The partition of the jointly owned principal residence gives rise to no capital gains tax, provided the property was acquired by the cohabitants during their relationship (BOI-RFPI-PVI-10-40-100 n° 40). However, if one partner buys out the other's share by paying a soulte, that payment is subject to the sale duty (5.80% in most departments) plus a 2.50% partition duty — the reduced 1.10% rate available to divorcing spouses and dissolving PACS partners does not apply to cohabitants.
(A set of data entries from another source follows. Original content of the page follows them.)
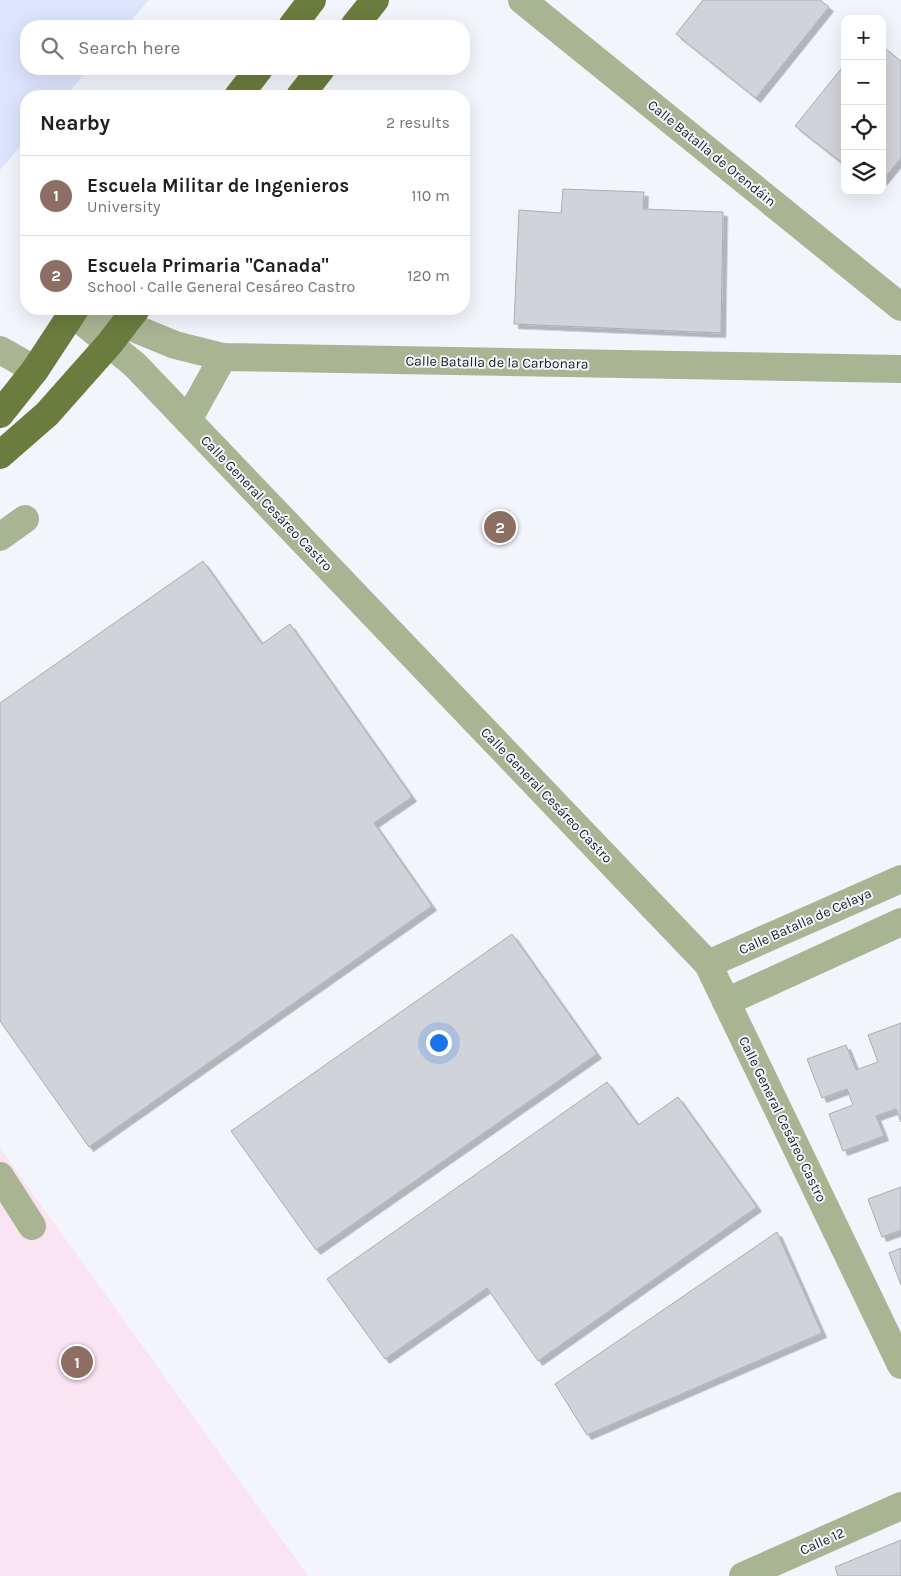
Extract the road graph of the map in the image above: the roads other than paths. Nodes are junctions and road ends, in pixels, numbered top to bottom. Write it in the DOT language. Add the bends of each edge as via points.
graph roads {
  1 [pos="312,0"];
  2 [pos="375,0"];
  3 [pos="522,0"];
  4 [pos="297,20"];
  5 [pos="359,20"];
  6 [pos="254,75"];
  7 [pos="316,75"];
  8 [pos="243,90"];
  9 [pos="305,90"];
  10 [pos="901,307"];
  11 [pos="71,315"];
  12 [pos="92,315"];
  13 [pos="118,321"];
  14 [pos="0,350"];
  15 [pos="223,357"];
  16 [pos="901,369"];
  17 [pos="34,370"];
  18 [pos="0,414"];
  19 [pos="188,420"];
  20 [pos="0,456"];
  21 [pos="25,519"];
  22 [pos="0,537"];
  23 [pos="901,879"];
  24 [pos="901,922"];
  25 [pos="708,964"];
  26 [pos="726,1002"];
  27 [pos="0,1176"];
  28 [pos="32,1226"];
  29 [pos="901,1365"];
  30 [pos="901,1506"];
  31 [pos="744,1576"];
  1 -- 4 [label="main road"];
  2 -- 5 [label="main road"];
  3 -- 10 [label="street, Calle Batalla de Orendáin"];
  6 -- 8 [label="main road"];
  7 -- 9 [label="main road"];
  11 -- 17 [label="main road"];
  12 -- 13 [label="street, Calle General Cesáreo Castro"];
  13 -- 15 [label="street, Calle Batalla de la Carbonara" via="175,345"];
  13 -- 19 [label="street, Calle General Cesáreo Castro" via="135,365"];
  13 -- 20 [label="main road" via="47,414"];
  14 -- 17 [label="street"];
  15 -- 16 [label="street, Calle Batalla de la Carbonara"];
  15 -- 19 [label="street"];
  17 -- 18 [label="main road"];
  19 -- 25 [label="street, Calle General Cesáreo Castro"];
  21 -- 22 [label="street"];
  23 -- 25 [label="street, Calle Batalla de Celaya"];
  24 -- 26 [label="street"];
  25 -- 26 [label="street, Calle General Cesáreo Castro"];
  26 -- 29 [label="street, Calle General Cesáreo Castro"];
  27 -- 28 [label="street"];
  30 -- 31 [label="street, Calle 12"];
}
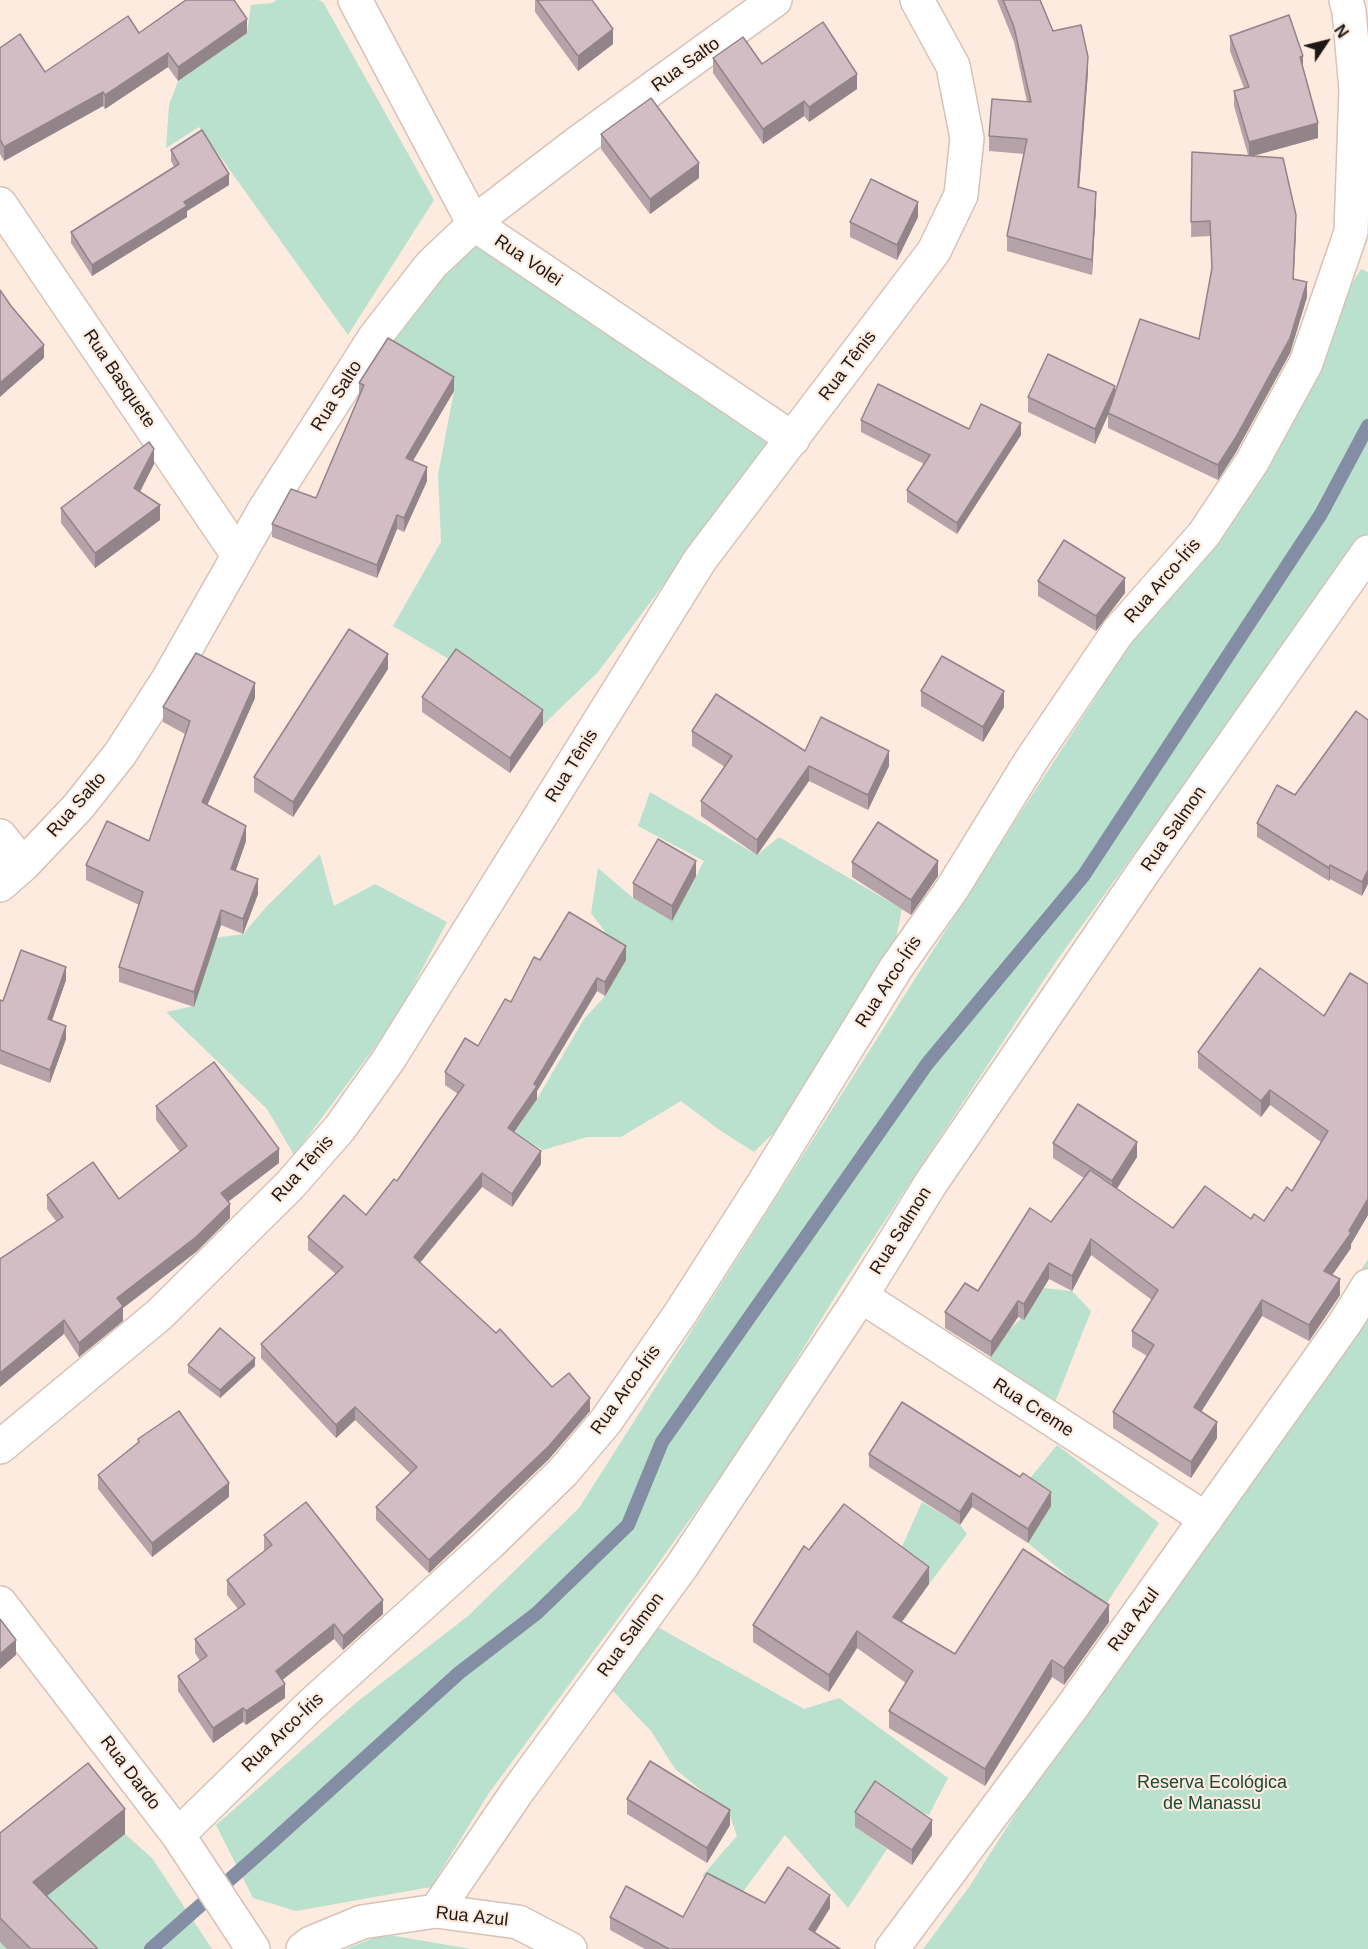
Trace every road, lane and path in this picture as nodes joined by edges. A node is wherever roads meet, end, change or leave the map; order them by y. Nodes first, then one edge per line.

Inheritance and Gifts: The Stranger Treatment
No Intestate Succession Rights
A cohabiting partner who dies without a will leaves the surviving partner with nothing. There is no legal inheritance right of any kind — not even where the deceased had no other heirs, in which case the estate passes to the State. The law treats cohabiting partners as strangers to each other's estates (C. civ. n° 734). To inherit, the survivor must be named in a will. But even a will does not give the surviving cohabitant the same position as a married spouse or a PACS partner. First, the bequest is subject to the réserve héréditaire. Second, cohabitants cannot make a donation au dernier vivant. Third, any amount the surviving cohabitant does inherit is taxed at 60% after a mere €1,594 allowance.
Gifts: Irrevocable, and Taxed at 60%
Cohabitants may make gifts to each other freely — gifts between partners are not immoral, even in an adulterous relationship (Cass. 1ère civ. 25-1-2005 n° 96-19.878). But for all civil and fiscal purposes, they are treated as strangers. The gift tax rate is 60% after a €1,594 allowance — compared to €80,724 with rates never reaching 60% between spouses or PACS partners. Gifts between cohabitants are irrevocable once made; a partner cannot invoke ingratitude simply because the other ended the relationship (Cass. 1ère civ. 10-7-2013 n° 12-18.581).
Even with a will in place, a surviving cohabitant faces 60% inheritance tax after €1,594 allowance — a charge that can consume the majority of any significant inheritance. Life insurance (assurance-vie) is the single most effective tool available: proceeds designated in favour of the surviving partner pass outside the estate entirely and are transmitted with substantially more favourable tax treatment, regardless of marital status. Every cohabiting couple with significant assets should treat assurance-vie as a priority planning step, not an optional extra.
When Cohabitation Ends: Separation
No Formality, No Compensation
Either partner can end cohabitation at any time, for any reason, with no legal formality whatsoever. There is no equivalent to divorce, no judicial process, no notice period, and — critically — no right to financial compensation for economic imbalance created during the relationship. The partner who sacrificed career prospects to raise children, who relocated for the other, who managed the household while the other built a business, receives nothing by operation of law when the relationship ends.
Damages may be awarded where the breakup was caused by proven fault: extreme brutality, incitement to give up employment, particularly cruel or humiliating circumstances (Cass. 1ère civ. 7-4-1998 n° 96-10.581). But the mere termination of a long relationship — even after 18 or 40 years — gives rise to no claim in itself. The courts have been equally clear that making voluntary payments to an ex-partner for several months after separation does not create an ongoing enforceable obligation, absent a clear written engagement (Cass. 1ère civ. 23-5-2006 n° 04-19.099).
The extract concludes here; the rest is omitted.